We're making a valid business with strong data and treating patients. Allo will come in time, but for now, there's important work to be done in autologous as well and important products that we can bring forward.

Speaker 9

Great. Thank you. I appreciate that.

Operator

Our next question comes from Peter Lawson of Barclays. Please go ahead.

Speaker 5

Hey, good morning. This is Alex on for Peter. Thank you for taking our questions. Just another question on PRAME program. I was wondering if you could clarify just the timing of the IND if that's mid-twenty 3?

Speaker 5

And then when would you be in position to start a Phase I study here? And then kind of related in terms of manufacturing for the PRAME program, are there any synergies in terms of being able to leverage your current manufacturing footprint or know how processes for manufacturing for that program? Thank you.

Speaker 1

So I will comment briefly and then I'll ask John Lunger, Chief Patient Supply Officer to comment on the manufacturing approach for the PRAME program. I think you might be confusing our BLA timing of mid-twenty 23 with the discussion that we've had on PRAME where we said we would be IND ready in 2023 with the clinical trial to follow shortly thereafter. We anticipate being in the clinic with Prane in 2024. John, would you like to just talk about the manufacturing for Frank?

Speaker 10

Yes. Thanks, Ed. Hi. Yes, absolutely, we're leveraging our capabilities that we've built in manufacturing. It's definitely one of the advantages of building the integrated capabilities that we have.

Speaker 10

So we as soon as PRAME began to come back, we started to look at our network.
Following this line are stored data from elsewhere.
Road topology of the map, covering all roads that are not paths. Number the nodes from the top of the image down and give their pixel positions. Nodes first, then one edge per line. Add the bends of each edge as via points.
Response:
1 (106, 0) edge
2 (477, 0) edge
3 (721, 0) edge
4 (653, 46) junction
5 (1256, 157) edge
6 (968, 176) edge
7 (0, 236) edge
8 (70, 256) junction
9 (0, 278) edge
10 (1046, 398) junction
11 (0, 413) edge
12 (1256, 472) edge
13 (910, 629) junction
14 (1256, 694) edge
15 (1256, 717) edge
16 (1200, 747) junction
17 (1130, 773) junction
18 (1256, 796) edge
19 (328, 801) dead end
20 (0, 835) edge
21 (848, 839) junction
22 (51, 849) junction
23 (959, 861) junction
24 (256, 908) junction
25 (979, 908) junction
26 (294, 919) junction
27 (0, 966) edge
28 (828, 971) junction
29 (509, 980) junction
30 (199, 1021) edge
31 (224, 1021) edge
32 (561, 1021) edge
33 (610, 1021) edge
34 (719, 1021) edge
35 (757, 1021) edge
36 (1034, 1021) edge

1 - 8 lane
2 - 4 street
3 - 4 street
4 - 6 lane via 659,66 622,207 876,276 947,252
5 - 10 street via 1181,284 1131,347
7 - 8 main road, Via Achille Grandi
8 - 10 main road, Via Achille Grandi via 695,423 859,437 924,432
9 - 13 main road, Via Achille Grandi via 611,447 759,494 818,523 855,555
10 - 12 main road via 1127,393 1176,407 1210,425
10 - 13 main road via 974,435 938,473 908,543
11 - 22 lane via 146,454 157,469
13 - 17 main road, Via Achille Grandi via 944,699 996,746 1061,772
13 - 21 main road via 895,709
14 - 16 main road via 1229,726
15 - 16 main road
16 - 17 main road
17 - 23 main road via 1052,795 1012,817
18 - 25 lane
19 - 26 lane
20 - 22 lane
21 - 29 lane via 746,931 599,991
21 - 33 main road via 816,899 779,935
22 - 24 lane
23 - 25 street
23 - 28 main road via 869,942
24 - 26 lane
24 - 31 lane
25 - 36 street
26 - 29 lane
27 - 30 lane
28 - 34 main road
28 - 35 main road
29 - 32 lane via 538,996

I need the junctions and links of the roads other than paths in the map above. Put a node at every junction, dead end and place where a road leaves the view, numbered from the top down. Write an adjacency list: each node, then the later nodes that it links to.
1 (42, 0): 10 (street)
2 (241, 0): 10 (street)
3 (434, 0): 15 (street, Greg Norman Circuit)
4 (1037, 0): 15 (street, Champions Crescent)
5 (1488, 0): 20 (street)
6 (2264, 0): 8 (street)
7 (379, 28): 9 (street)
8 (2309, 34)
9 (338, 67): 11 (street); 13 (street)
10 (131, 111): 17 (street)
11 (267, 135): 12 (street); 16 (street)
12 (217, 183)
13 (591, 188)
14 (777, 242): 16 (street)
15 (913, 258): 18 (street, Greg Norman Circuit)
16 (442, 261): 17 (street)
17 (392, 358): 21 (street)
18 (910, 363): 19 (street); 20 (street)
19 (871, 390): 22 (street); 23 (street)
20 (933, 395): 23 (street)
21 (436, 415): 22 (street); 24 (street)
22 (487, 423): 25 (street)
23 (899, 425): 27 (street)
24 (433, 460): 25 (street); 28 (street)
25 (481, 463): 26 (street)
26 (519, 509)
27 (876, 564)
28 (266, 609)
We have the ability to make the lentiviral vector that we would need in our facility that's in the U. K. And we have the capacity for drug product in the Navy Yard. So the flexibility that that's enabled to react is fantastic and we'll certainly leverage that.

Speaker 1

Okay.

Operator

This concludes the question and answer session. I would like to turn the conference back over to Adrian Rockliff for any closing remarks.

Speaker 1

Thanks, everyone, for your time today. We've been very pleased to share our progress with you, and we look forward to updating later on in 2023 after we have concluded our transaction with TCR2. In the meantime, please feel free to reach out with any questions. Thank you again for your time. Bye.